[Dataset entries]
- - - -
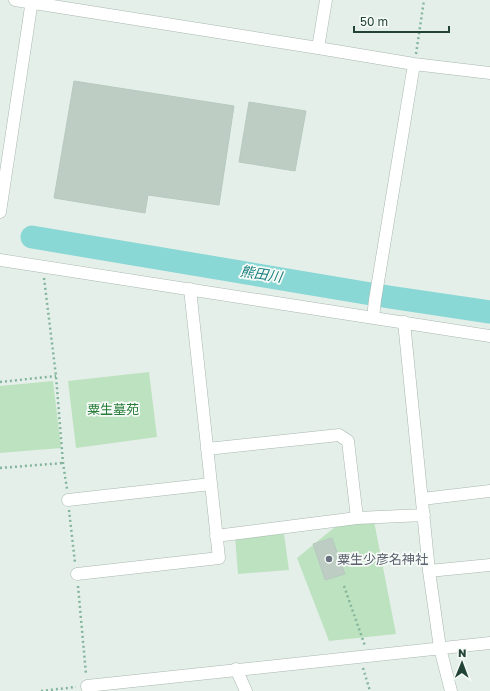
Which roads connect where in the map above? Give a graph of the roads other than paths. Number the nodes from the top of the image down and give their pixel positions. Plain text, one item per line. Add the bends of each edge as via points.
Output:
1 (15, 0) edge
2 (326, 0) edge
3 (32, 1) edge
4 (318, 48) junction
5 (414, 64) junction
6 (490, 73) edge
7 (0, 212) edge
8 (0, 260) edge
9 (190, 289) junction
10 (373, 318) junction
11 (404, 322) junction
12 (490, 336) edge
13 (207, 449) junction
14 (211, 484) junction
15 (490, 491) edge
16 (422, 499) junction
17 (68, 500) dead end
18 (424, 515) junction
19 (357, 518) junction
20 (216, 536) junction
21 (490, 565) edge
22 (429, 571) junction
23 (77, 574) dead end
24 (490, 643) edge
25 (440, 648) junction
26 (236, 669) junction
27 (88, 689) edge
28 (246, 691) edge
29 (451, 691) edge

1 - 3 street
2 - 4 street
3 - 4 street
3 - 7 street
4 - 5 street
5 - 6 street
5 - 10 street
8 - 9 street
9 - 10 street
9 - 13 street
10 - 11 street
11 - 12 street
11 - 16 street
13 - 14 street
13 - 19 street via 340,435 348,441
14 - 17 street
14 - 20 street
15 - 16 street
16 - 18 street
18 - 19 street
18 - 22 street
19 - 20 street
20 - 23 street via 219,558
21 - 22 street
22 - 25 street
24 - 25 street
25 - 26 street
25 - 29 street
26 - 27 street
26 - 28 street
- - - -
| Task details |
Will you restate every entry word for word and omit the images?

| Result below |
Which roads connect where in the map above? Give a graph of the roads other than paths. Number the nodes from the top of the image down and give their pixel positions. Plain text, one item per line. Add the bends of each edge as via points.
Output:
1 (15, 0) edge
2 (326, 0) edge
3 (32, 1) edge
4 (318, 48) junction
5 (414, 64) junction
6 (490, 73) edge
7 (0, 212) edge
8 (0, 260) edge
9 (190, 289) junction
10 (373, 318) junction
11 (404, 322) junction
12 (490, 336) edge
13 (207, 449) junction
14 (211, 484) junction
15 (490, 491) edge
16 (422, 499) junction
17 (68, 500) dead end
18 (424, 515) junction
19 (357, 518) junction
20 (216, 536) junction
21 (490, 565) edge
22 (429, 571) junction
23 (77, 574) dead end
24 (490, 643) edge
25 (440, 648) junction
26 (236, 669) junction
27 (88, 689) edge
28 (246, 691) edge
29 (451, 691) edge

1 - 3 street
2 - 4 street
3 - 4 street
3 - 7 street
4 - 5 street
5 - 6 street
5 - 10 street
8 - 9 street
9 - 10 street
9 - 13 street
10 - 11 street
11 - 12 street
11 - 16 street
13 - 14 street
13 - 19 street via 340,435 348,441
14 - 17 street
14 - 20 street
15 - 16 street
16 - 18 street
18 - 19 street
18 - 22 street
19 - 20 street
20 - 23 street via 219,558
21 - 22 street
22 - 25 street
24 - 25 street
25 - 26 street
25 - 29 street
26 - 27 street
26 - 28 street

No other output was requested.